If you do bespoke software, the quality of the requirements depends largely on how 
well the stake holders at your customer
agree on what their needs are and what their own internal process is.   The product 
plans and deliver schedules of other vendors
can have a significant impact on what requirements must be met. 


I don't think that I'm in an unusual situation at all.  In fact, it is the same 
situation faced by Microsoft, IBM,
and Oracle, or, for that matter, any software vendor who does not have complete, 100% 
control over the environment in which
the software is used. (Is that even possible?)  

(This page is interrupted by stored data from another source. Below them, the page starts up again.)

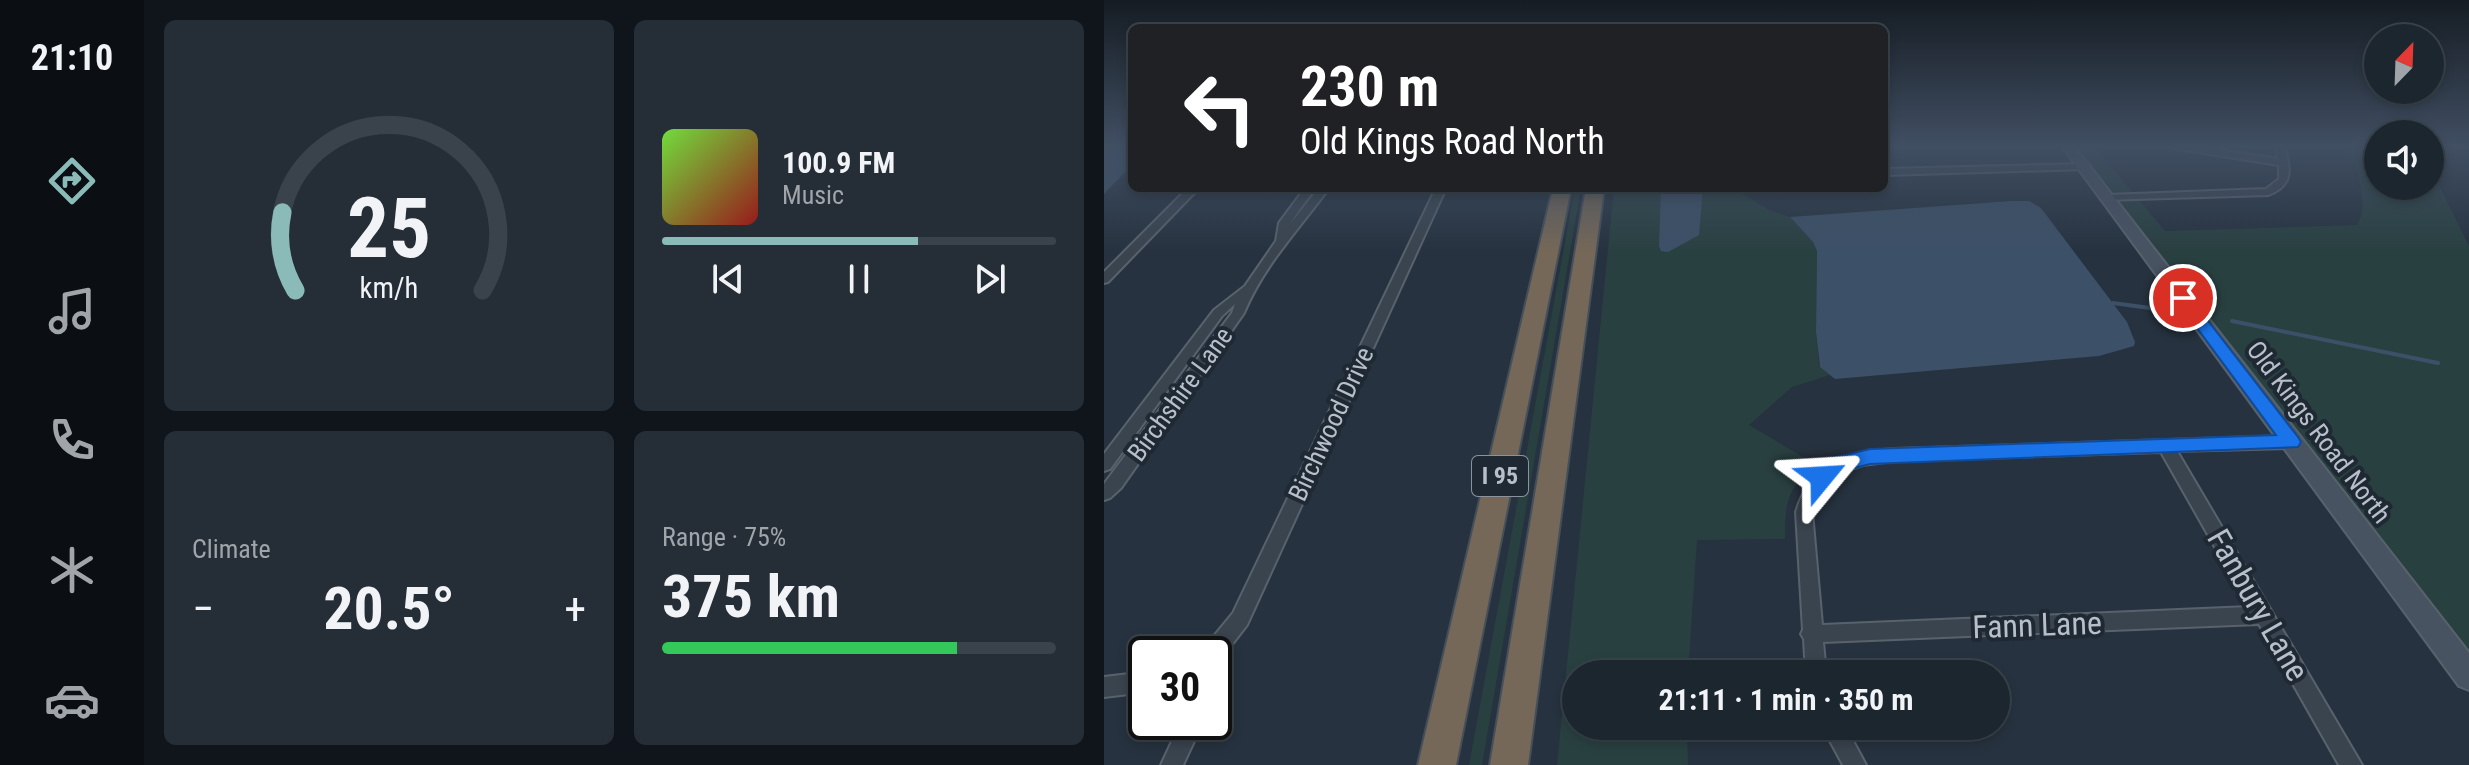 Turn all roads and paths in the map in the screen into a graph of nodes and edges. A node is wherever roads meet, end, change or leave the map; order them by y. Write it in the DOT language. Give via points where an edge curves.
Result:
graph roads {
  1 [pos="2094,181"];
  2 [pos="2283,181"];
  3 [pos="1190,192"];
  4 [pos="1307,192"];
  5 [pos="1321,192"];
  6 [pos="1439,192"];
  7 [pos="1561,192"];
  8 [pos="1594,192"];
  9 [pos="2107,198"];
  10 [pos="1279,240"];
  11 [pos="1104,279"];
  12 [pos="1247,289"];
  13 [pos="2291,442"];
  14 [pos="2165,445"];
  15 [pos="1104,465"];
  16 [pos="1104,494"];
  17 [pos="2264,615"];
  18 [pos="1811,634"];
  19 [pos="1226,636"];
  20 [pos="1814,660"];
  21 [pos="2469,676"];
  22 [pos="1128,684"];
  23 [pos="1104,687"];
  24 [pos="1184,740"];
  25 [pos="1841,740"];
  26 [pos="1172,765"];
  27 [pos="1437,765"];
  28 [pos="1509,765"];
  29 [pos="1855,765"];
  30 [pos="2351,765"];
  1 -- 9 [label="street, Old Kings Road North"];
  2 -- 9 [label="street" via="2263,193"];
  3 -- 11 [label="street"];
  4 -- 10 [label="street, Birchshire Lane" via="1284,223"];
  5 -- 10 [label="street, Birchshire Lane"];
  6 -- 19 [label="street, Birchwood Drive" via="1240,619"];
  7 -- 27 [label="highway, I 95"];
  8 -- 28 [label="highway, I 95"];
  9 -- 13 [label="street, Old Kings Road North"];
  10 -- 12 [label="street, Birchshire Lane"];
  12 -- 15 [label="street, Birchshire Lane" via="1218,313"];
  12 -- 16 [label="street, Birchshire Lane" via="1238,313"];
  13 -- 14 [label="street"];
  13 -- 21 [label="street, Old Kings Road North"];
  14 -- 17 [label="street, Fanbury Lane"];
  14 -- 18 [label="street" via="1870,457 1832,468 1812,489 1804,512"];
  17 -- 18 [label="street, Fann Lane"];
  17 -- 30 [label="street, Fanbury Lane"];
  18 -- 20 [label="street"];
  22 -- 23 [label="street"];
  24 -- 26 [label="street"];
  25 -- 29 [label="street"];
} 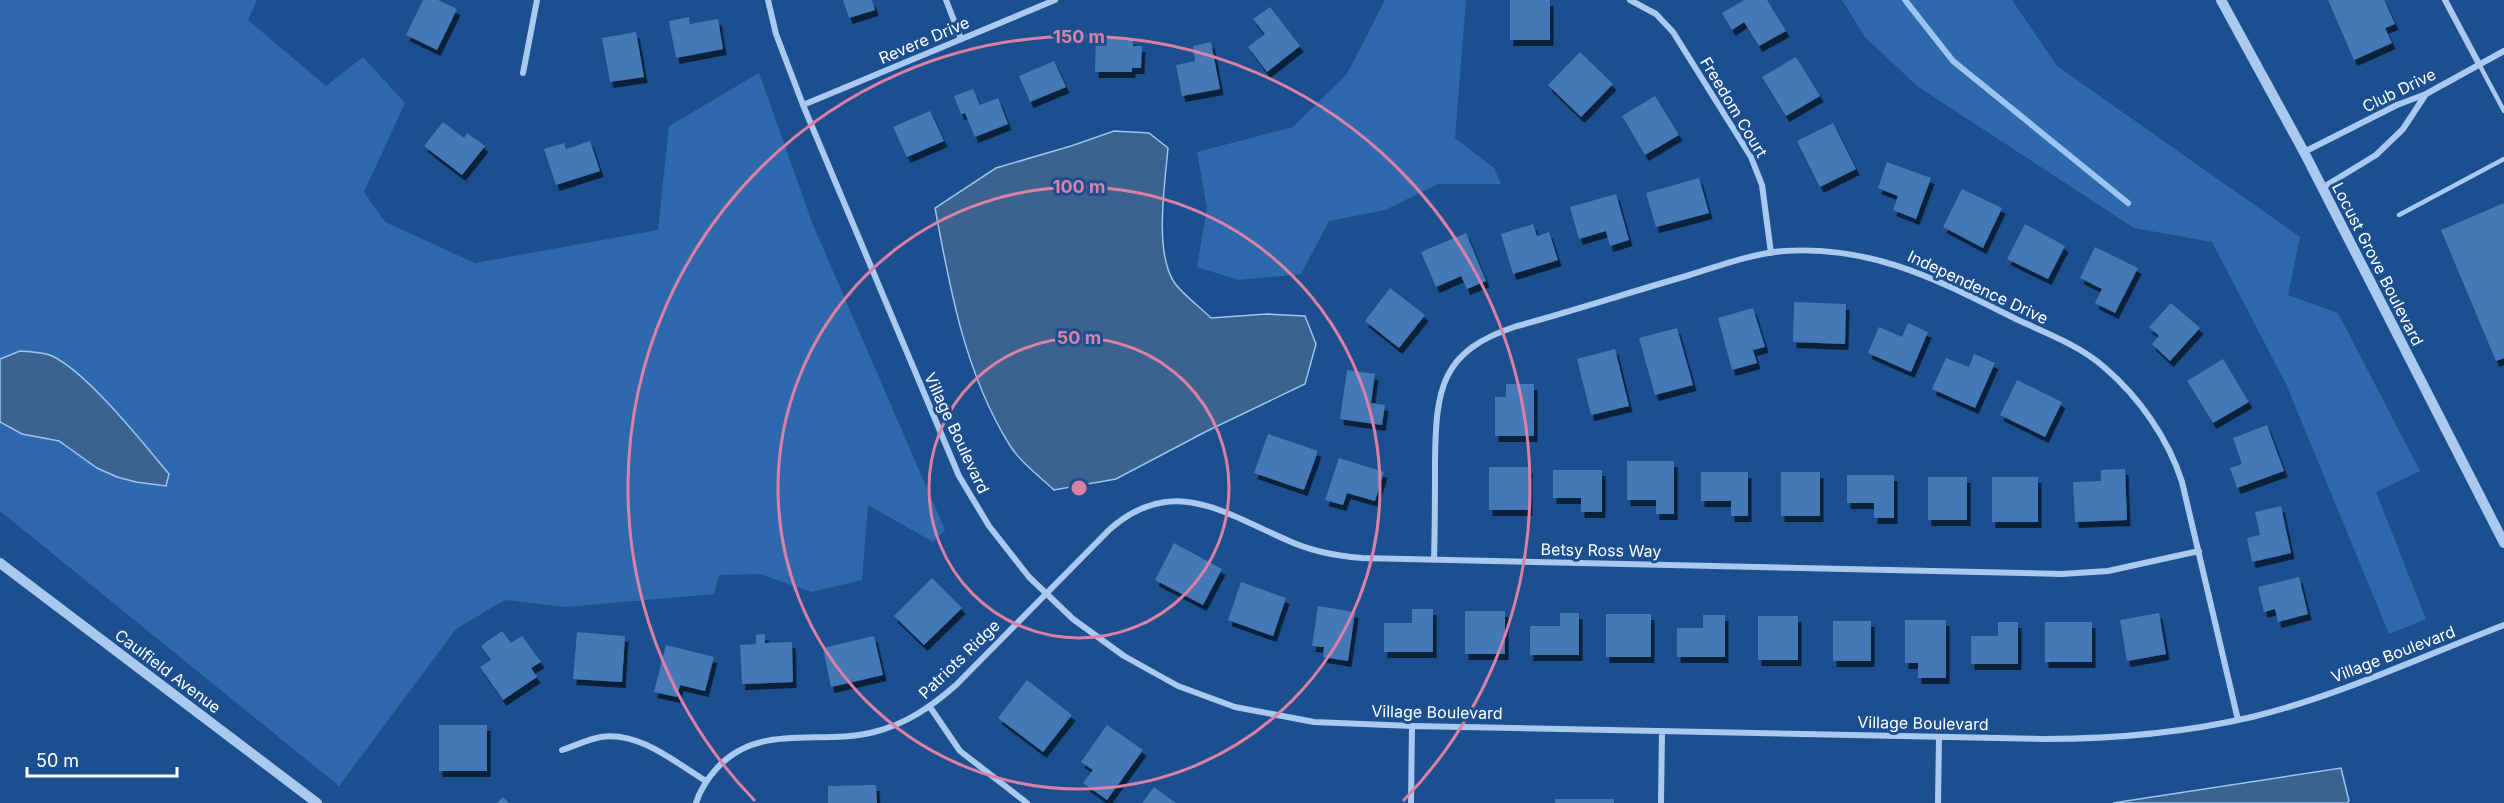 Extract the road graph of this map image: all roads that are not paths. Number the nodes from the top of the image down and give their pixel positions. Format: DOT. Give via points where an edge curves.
graph roads {
  1 [pos="537,0"];
  2 [pos="768,0"];
  3 [pos="946,0"];
  4 [pos="1055,0"];
  5 [pos="1630,0"];
  6 [pos="2221,0"];
  7 [pos="2445,0"];
  8 [pos="961,39"];
  9 [pos="2504,51"];
  10 [pos="2479,64"];
  11 [pos="524,73"];
  12 [pos="2426,94"];
  13 [pos="803,105"];
  14 [pos="2504,111"];
  15 [pos="2304,152"];
  16 [pos="2504,159"];
  17 [pos="2322,188"];
  18 [pos="2399,215"];
  19 [pos="1771,252"];
  20 [pos="2504,543"];
  21 [pos="2199,551"];
  22 [pos="1434,560"];
  23 [pos="0,563"];
  24 [pos="1044,593"];
  25 [pos="2504,625"];
  26 [pos="930,707"];
  27 [pos="2238,720"];
  28 [pos="1412,726"];
  29 [pos="1662,731"];
  30 [pos="1940,737"];
  31 [pos="562,750"];
  32 [pos="706,781"];
  33 [pos="317,803"];
  34 [pos="696,803"];
  35 [pos="1028,803"];
  36 [pos="1411,803"];
  37 [pos="1661,803"];
  38 [pos="1938,803"];
  1 -- 11 [label="street"];
  2 -- 13 [label="street, Village Boulevard" via="776,34"];
  3 -- 8 [label="street"];
  4 -- 8 [label="street, Revere Drive"];
  5 -- 19 [label="street, Freedom Court" via="1656,14 1673,32 1751,157 1762,185"];
  6 -- 15 [label="street, Locust Grove Boulevard"];
  7 -- 10 [label="street"];
  8 -- 13 [label="street, Revere Drive"];
  9 -- 10 [label="street, Club Drive"];
  10 -- 12 [label="street, Club Drive"];
  10 -- 14 [label="lane"];
  12 -- 15 [label="street, Club Drive"];
  12 -- 17 [label="street" via="2403,129 2376,155"];
  13 -- 24 [label="street, Village Boulevard" via="959,476 989,526"];
  15 -- 17 [label="street, Locust Grove Boulevard"];
  16 -- 18 [label="lane"];
  17 -- 20 [label="street, Locust Grove Boulevard"];
  19 -- 21 [label="street, Independence Drive" via="1843,253 1909,268 2090,356 2125,387 2168,446 2182,482"];
  19 -- 22 [label="street, Independence Drive" via="1511,328 1470,348 1448,374 1438,401"];
  21 -- 22 [label="street, Betsy Ross Way" via="2108,571 2062,574"];
  21 -- 27 [label="street, Independence Drive"];
  22 -- 24 [label="street, Betsy Ross Way" via="1362,558 1323,552 1215,507 1199,502 1174,502 1137,510 1118,522"];
  23 -- 33 [label="street, Caulfield Avenue"];
  24 -- 26 [label="street, Patriots Ridge"];
  24 -- 28 [label="street, Village Boulevard" via="1124,656 1178,686 1234,707 1314,722"];
  25 -- 27 [label="street, Village Boulevard" via="2330,693"];
  26 -- 32 [label="street, Patriots Ridge" via="894,726 863,735 776,738 751,744 730,755"];
  26 -- 35 [label="street" via="960,751"];
  27 -- 30 [label="street, Village Boulevard" via="2118,737"];
  28 -- 29 [label="street, Village Boulevard"];
  28 -- 36 [label="street"];
  29 -- 30 [label="street, Village Boulevard"];
  29 -- 37 [label="street"];
  30 -- 38 [label="street"];
  31 -- 32 [label="street" via="603,737 628,738 651,747"];
  32 -- 34 [label="street, Patriots Ridge"];
}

I don't claim that readability doesn't matter at all.  Certainly, if you could perform 
the miracle of holding everything else constant,
more readible programs would be easier to maintain.  But I could equally well make the 
same statement for the quality of
screen or LCD panel that developers used. (I'm somewhat surprised that no one in the 
discussion has raised the screen resolution issue.)
It's just that Something that improved the capture of requirements by 0.5% is more 
likely to have a significant impact on the outcome of most software projects than 
improving the readability of code by 300%.

Ruven Brooks






-----Original Message-----
From: [EMAIL PROTECTED] [mailto:[EMAIL PROTECTED] On Behalf Of Lionel Draghi
Sent: Wednesday, December 03, 2003 2:31 PM
To: [EMAIL PROTECTED]
Subject: Re: PPIG discuss: Effect of letter casing on readability - New th read: 
relevance


Thank you Ruven for your answers.

If I understand well, you are CMM "4 or 5", but still delivering 
software with missing requirements?
I can't explain this. As this is off-topic, i will stop here, and just 
conclude that you are in an unusual situation.

So let's speak of a more usual situation:
- either you are using some formal method and full code automatic 
generation (very seldom),
- or coding is still mostly a human activity.
In this later case, believe my experience, readability really matter. Readability is 
not easy to measure, so it is for readability impact on 
cost, but no experienced programmers will tell you that it's free.